◆ **Records**:
====================
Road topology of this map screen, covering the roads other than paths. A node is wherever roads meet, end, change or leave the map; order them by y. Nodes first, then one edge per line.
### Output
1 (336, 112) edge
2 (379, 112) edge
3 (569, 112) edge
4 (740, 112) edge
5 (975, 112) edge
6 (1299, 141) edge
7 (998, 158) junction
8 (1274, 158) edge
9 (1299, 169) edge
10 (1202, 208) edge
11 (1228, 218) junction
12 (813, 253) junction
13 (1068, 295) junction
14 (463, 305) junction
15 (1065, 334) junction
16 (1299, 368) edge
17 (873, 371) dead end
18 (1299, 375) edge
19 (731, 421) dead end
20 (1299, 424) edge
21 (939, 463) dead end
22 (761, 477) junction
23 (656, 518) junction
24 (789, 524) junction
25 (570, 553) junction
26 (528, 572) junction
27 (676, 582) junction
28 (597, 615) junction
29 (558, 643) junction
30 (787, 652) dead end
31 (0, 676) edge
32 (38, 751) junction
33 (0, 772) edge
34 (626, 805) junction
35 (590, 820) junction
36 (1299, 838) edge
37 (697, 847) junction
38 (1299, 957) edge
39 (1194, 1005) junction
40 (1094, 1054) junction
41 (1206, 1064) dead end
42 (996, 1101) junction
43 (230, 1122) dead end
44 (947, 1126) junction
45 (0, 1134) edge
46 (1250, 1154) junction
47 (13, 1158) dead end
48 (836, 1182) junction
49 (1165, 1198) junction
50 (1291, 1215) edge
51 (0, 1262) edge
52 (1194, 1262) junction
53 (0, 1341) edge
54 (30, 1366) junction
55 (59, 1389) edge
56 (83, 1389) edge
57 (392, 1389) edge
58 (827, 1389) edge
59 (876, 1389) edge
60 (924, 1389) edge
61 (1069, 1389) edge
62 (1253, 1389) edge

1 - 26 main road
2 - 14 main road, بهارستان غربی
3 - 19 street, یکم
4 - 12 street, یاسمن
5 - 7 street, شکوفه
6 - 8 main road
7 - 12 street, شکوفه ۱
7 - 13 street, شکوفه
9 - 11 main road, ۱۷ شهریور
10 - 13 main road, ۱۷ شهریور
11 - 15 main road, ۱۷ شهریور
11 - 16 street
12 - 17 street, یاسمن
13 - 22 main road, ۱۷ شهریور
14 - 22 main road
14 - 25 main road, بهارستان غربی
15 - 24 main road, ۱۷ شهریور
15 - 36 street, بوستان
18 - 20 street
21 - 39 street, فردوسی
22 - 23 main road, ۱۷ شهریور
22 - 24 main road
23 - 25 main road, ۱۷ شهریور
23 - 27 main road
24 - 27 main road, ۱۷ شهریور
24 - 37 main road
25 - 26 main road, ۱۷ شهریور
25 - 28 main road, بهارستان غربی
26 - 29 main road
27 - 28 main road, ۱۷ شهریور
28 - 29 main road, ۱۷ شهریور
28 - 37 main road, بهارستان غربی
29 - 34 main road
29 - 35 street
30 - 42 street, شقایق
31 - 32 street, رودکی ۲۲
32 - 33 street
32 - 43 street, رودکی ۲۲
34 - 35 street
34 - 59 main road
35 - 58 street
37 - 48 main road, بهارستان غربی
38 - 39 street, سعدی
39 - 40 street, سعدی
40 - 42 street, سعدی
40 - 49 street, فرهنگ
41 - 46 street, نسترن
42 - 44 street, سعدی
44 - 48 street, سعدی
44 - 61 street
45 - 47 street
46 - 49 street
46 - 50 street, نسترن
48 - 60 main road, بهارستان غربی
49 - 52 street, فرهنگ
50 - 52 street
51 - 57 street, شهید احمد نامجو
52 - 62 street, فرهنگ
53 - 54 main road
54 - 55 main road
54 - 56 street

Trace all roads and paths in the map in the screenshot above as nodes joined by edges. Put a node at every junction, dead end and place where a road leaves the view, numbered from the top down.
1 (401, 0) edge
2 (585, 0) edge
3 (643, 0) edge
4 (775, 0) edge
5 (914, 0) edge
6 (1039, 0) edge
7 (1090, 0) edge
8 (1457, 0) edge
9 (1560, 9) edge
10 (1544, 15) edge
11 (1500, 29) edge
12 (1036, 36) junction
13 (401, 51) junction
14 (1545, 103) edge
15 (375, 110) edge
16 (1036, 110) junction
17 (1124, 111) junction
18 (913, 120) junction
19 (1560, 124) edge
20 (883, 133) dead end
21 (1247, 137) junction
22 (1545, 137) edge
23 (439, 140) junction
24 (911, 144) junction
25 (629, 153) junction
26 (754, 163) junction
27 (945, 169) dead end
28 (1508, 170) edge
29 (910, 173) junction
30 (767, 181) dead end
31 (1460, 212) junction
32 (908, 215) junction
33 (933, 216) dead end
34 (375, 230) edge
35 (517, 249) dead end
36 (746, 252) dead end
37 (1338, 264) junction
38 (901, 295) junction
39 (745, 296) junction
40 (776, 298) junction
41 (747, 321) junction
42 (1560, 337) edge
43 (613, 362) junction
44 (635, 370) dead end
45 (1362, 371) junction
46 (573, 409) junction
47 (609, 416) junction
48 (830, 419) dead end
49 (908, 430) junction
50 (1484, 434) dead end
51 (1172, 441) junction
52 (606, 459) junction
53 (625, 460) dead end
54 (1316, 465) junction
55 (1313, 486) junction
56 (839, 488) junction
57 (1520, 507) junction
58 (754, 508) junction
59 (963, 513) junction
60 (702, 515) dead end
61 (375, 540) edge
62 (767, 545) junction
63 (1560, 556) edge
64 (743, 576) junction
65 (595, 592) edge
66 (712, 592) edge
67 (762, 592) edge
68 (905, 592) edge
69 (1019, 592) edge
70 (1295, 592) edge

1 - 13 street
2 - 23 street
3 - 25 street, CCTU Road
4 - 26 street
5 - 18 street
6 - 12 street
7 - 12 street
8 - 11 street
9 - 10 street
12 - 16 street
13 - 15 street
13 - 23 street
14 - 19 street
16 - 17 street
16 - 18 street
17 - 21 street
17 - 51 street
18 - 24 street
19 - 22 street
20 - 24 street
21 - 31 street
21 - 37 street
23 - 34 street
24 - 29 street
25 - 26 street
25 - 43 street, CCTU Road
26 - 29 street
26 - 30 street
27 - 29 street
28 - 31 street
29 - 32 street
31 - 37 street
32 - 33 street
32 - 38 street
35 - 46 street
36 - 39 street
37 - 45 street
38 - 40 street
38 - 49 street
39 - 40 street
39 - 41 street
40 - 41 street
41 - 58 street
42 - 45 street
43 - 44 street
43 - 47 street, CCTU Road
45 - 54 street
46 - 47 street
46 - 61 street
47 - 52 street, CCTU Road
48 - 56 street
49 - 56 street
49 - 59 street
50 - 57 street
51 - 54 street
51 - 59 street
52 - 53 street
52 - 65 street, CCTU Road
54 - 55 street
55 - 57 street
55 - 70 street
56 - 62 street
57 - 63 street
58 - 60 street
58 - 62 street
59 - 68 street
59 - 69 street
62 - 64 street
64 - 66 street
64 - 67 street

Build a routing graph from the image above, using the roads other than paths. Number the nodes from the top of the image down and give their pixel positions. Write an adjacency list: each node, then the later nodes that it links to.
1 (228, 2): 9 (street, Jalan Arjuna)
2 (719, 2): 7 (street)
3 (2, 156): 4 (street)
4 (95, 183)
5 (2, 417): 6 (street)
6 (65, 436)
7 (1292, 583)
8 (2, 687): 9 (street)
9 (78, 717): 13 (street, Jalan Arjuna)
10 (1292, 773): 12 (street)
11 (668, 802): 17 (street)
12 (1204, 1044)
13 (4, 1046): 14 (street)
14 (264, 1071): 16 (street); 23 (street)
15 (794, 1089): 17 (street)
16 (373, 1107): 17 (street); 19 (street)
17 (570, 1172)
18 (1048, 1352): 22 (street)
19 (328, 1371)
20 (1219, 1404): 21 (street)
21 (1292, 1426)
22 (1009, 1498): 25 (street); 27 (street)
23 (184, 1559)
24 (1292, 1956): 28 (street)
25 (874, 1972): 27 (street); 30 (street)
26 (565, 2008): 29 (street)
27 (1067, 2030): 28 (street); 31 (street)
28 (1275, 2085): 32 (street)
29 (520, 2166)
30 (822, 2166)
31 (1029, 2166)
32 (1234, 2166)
====================
Number of lines containing the word "CCTU" in the listing: state it, and add no other text.

◆ **Task response**:
5